# Analyzing Age Distribution and Motor Vehicles in German Constituencies

Importing the required packages to run the code:

In [25]:
import geopandas as gpd
import folium
import pandas as pd
import numpy as np
import matplotlib.pyplot as plt
import ipywidgets as widgets
from matplotlib_venn import venn2

# autoreload modules when code is run
%load_ext autoreload
%autoreload 2

# user written modules
import dataproject


The autoreload extension is already loaded. To reload it, use:
  %reload_ext autoreload


# Introduction into the Project

In this project we look at the relationship between the age distribution and motor vehicle distribution in Germany. More specifically, we look at the regional and age related trends of vehicles and its distribution in Germany. W

To analyse this relationship we gather data from the german federal statiscal office (Statistisches Bundesamt). We use the data sets for age distribution in german pre-defined counties and data for vehicles in these pre-defined counties.

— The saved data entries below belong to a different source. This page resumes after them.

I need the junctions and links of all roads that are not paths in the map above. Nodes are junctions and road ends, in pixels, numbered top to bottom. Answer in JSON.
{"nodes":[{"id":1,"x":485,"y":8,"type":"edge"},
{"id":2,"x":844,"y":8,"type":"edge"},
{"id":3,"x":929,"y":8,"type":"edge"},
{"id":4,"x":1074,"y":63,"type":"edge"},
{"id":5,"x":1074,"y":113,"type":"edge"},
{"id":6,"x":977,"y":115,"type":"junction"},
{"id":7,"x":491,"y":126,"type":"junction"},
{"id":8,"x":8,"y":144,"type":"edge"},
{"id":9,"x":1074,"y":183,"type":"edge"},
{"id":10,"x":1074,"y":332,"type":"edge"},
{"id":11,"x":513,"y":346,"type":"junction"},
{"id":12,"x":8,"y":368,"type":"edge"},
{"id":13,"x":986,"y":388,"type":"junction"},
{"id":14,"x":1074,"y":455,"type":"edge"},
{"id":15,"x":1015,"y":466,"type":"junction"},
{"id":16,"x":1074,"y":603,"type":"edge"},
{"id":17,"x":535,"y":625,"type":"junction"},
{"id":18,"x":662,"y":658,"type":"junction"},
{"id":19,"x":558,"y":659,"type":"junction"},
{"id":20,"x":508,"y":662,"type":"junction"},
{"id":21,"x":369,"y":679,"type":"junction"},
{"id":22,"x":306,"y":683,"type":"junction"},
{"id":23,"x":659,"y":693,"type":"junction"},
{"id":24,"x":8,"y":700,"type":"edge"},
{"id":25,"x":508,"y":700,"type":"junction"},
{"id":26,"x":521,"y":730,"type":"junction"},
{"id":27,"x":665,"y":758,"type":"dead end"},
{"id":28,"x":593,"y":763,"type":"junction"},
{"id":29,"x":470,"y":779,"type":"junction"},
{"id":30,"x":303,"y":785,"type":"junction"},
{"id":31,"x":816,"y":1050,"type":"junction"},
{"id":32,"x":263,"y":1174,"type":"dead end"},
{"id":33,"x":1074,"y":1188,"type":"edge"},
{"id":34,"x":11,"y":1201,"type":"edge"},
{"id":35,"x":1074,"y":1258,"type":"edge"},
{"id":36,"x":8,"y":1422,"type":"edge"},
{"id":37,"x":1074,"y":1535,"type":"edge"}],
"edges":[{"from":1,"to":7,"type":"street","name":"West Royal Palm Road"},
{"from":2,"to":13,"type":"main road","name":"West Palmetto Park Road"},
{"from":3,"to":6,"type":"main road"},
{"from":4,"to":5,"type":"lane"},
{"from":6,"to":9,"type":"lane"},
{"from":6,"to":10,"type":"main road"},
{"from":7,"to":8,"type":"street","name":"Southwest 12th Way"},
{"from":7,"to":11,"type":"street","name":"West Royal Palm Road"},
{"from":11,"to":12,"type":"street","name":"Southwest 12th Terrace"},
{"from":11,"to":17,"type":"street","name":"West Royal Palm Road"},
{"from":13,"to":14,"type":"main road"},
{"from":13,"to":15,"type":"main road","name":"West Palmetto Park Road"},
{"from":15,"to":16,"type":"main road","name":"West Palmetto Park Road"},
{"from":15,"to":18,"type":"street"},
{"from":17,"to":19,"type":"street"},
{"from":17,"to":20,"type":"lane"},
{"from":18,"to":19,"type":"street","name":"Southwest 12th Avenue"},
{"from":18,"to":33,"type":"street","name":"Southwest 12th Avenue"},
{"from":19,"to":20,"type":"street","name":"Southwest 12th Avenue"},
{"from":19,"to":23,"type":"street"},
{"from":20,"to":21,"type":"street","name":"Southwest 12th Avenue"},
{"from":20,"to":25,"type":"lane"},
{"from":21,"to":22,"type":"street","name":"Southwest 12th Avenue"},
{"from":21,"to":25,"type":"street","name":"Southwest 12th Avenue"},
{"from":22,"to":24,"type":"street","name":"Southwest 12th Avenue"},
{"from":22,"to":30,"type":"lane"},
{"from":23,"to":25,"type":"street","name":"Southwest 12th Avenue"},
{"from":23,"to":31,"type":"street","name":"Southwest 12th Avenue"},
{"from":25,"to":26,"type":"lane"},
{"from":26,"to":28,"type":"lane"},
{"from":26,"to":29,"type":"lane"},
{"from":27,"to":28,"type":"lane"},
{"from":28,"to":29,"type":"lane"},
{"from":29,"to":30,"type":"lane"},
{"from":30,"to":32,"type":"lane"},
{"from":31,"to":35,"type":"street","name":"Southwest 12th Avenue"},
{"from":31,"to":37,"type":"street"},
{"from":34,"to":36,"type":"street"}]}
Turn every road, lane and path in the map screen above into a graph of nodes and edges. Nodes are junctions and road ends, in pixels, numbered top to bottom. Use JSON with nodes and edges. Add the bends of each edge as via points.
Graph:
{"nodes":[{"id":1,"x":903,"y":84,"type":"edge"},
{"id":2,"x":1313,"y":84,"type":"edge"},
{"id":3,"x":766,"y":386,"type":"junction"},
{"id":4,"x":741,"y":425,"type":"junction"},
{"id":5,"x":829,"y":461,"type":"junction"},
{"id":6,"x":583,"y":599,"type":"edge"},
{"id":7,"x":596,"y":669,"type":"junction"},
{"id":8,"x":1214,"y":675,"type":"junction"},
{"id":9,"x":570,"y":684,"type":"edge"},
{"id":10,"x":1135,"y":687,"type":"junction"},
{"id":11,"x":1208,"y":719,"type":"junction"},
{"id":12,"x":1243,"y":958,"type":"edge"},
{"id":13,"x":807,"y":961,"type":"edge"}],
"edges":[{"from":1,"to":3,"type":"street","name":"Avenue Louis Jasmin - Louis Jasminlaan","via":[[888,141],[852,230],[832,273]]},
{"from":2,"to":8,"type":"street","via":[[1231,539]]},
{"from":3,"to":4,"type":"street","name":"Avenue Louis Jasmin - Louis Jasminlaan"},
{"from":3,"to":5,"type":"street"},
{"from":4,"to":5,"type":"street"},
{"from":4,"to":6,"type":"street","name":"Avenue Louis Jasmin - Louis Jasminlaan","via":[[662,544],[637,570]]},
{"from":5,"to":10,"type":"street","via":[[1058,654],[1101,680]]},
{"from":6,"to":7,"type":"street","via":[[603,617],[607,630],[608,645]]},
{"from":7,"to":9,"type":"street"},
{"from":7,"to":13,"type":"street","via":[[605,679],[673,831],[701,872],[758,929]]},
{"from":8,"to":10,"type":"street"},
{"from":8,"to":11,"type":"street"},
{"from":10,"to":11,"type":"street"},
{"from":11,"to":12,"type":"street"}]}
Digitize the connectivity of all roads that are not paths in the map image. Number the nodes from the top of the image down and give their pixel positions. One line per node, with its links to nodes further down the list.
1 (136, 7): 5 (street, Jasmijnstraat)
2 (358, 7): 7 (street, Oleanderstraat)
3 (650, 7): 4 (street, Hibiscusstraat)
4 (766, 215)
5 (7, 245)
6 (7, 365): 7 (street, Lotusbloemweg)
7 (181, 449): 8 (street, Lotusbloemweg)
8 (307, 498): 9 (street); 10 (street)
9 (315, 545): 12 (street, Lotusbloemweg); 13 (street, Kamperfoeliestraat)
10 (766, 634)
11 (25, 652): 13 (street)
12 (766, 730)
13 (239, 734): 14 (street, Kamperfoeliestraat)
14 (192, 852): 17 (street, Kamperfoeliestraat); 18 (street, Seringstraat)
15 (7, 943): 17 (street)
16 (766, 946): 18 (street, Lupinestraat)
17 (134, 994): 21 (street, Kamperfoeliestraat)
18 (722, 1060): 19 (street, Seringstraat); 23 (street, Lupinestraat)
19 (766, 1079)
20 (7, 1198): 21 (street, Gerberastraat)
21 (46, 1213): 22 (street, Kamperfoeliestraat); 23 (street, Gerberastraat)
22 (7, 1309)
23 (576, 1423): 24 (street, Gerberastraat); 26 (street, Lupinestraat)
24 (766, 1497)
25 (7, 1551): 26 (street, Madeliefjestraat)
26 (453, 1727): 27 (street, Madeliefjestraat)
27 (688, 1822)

The analysis is structured as follows. Firstly, we import and clean the two data sets seperately. Secondly, we merge the two data sets into one and convert it into geodata. Lastly, we plot the results as well as discuss the results and its implications.

# Step 1: Read and Clean Data

We first import our age and vehicle data from the german statistical office and drop every irrelevant variable (columns) as well as missing values (rows). Furthermore, we rename the variables from german to english for greater understandability for the reader.

# Age Distribution Data

We merged age ranges together to get 10 year ranges instead of smaller ranges which were provided in the data. This was done to have a greater number of observations in one age range.

We dropped the age ranges until 20 as those are not to drive. We recognize that 18-20 are legally allowed to drive, however we decided to exclude that age group as it would have been significantly smaller than all other age groups.

We use ratios since contituencies differ significantly in population. Thus, population-dense counties might skew our results if we use absolute values. Thus, we use age range population to total population ratios.

In [26]:
# A. Import Data on Age Distribution in German counties from federal statistics department
# We imported the data into the 'dataX.csv'
dfA = pd.read_csv('dataX.csv', sep = ';')

# B. Start cleaning by removing all rows which are empty
dfA.replace('-',None, inplace = True)
dfA.dropna(subset=['unter 3 Jahre'], inplace = True)

# C. Convert to numeric
dfA = dfA.apply(pd.to_numeric, errors = 'ignore')

# D. Age ranges 
# D.1 Setting the age ranges
age_ranges = [
    ('20 bis unter 25 Jahre', '25 bis unter 30 Jahre'),
    ('30 bis unter 35 Jahre', '35 bis unter 40 Jahre'),
    ('40 bis unter 45 Jahre', '45 bis unter 50 Jahre'),
    ('50 bis unter 55 Jahre', '55 bis unter 60 Jahre')
]

# D.2 Loop over the age ranges and add them together
for age_range in age_ranges:
    col1, col2 = age_range
    lower_bound = int(col1.split()[0])
    upper_bound = int(col2.split()[0])
    new_col_name = f'{lower_bound}-{upper_bound}'
    dfA[new_col_name] = dfA[col1] + dfA[col2]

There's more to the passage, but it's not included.